しかし、結局集まった「ケン」はこれだけ。

イメージしていたよりかなり少ない。

しかし、できるかな?じゃない。やるんだよ。

チラシ寿司の名残が少し残る。

「ケン」の数が少ないのでかなり小さめに酢飯を握る。サイズが小さければなんとかなるだろう。

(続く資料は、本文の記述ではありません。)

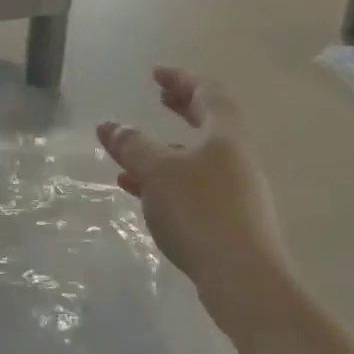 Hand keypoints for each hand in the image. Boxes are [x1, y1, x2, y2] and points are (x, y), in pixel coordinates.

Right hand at [98, 69, 286, 306]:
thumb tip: (109, 126)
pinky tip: (139, 194)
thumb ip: (132, 146)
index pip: (208, 93)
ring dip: (166, 150)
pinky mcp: (229, 221)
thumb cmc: (200, 211)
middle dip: (181, 109)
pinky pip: (193, 188)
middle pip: (209, 123)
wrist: (243, 279)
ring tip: (132, 155)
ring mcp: (236, 191)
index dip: (181, 79)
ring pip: (198, 158)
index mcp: (225, 136)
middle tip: (158, 99)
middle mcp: (236, 158)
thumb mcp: (157, 172)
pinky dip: (167, 182)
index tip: (156, 75) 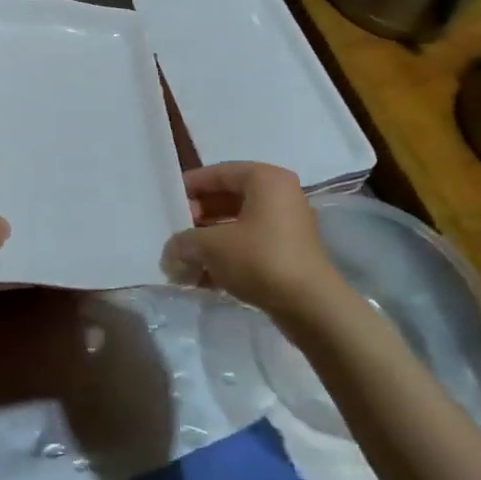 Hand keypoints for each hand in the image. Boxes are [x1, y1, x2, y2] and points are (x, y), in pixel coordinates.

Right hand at [164, 162, 340, 320]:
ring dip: (210, 241)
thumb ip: (184, 243)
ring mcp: (287, 224)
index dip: (190, 187)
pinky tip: (203, 278)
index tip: (168, 203)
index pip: (219, 172)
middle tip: (176, 234)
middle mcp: (280, 195)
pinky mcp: (288, 252)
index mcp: (265, 179)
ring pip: (238, 224)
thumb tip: (170, 252)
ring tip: (185, 260)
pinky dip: (227, 256)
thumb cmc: (260, 259)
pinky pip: (250, 245)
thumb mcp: (212, 247)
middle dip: (198, 218)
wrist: (311, 307)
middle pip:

海苔を巻く。海苔が重なる部分を濡らすと上手くっついた。餃子の皮と一緒だ。

一つずつ丁寧に「ケン」を乗せていく。これを習得するのに三年かかります。

やっとこさ完成。

できました!海老の「ケン」だけで作ったお寿司!

ビジュアル的にちょっと微妙!

それにしてもここまでの道のりが長かった。途中で寄り道もあったし。

将太の寿司で頭から離れないお寿司、いざ実食します!

 

海老の「ケン」だけの寿司はうまいのか?

かなり可愛いサイズの軍艦巻き。

いただきま〜す。

 

味、薄っ!

思わず笑ってしまった。

あっ、後味はほのかに海老の匂いがする。でも本当にそれだけだな。

あと口触りがなんか気持ち悪い。プニッとした棘の集まりだ。あんまり経験したことない感触が口の中に広がり違和感しかない。

結論:海老の「ケン」だけで作った寿司は味があんまりしない。

なんてことだ。漫画の中ではあんなにも審査員が唸っていたのに。

もっとたくさんの「ケン」が必要だったのかもしれない。しかし、普通に身の方がよっぽど海老の旨味がある気がする。

30匹以上のケン < 一匹の海老の身

どうやって将太は審査員をうならせたのだろう?それについては疑問だが、僕の中で結論は出たのでスッキリした。

今後、海老を食べる時、もう「ケン」は気にならない。

「身」は「ケン」より強し。

 

残った海老とチラシ寿司で海老丼を作ったら暑い国の国旗みたいになった。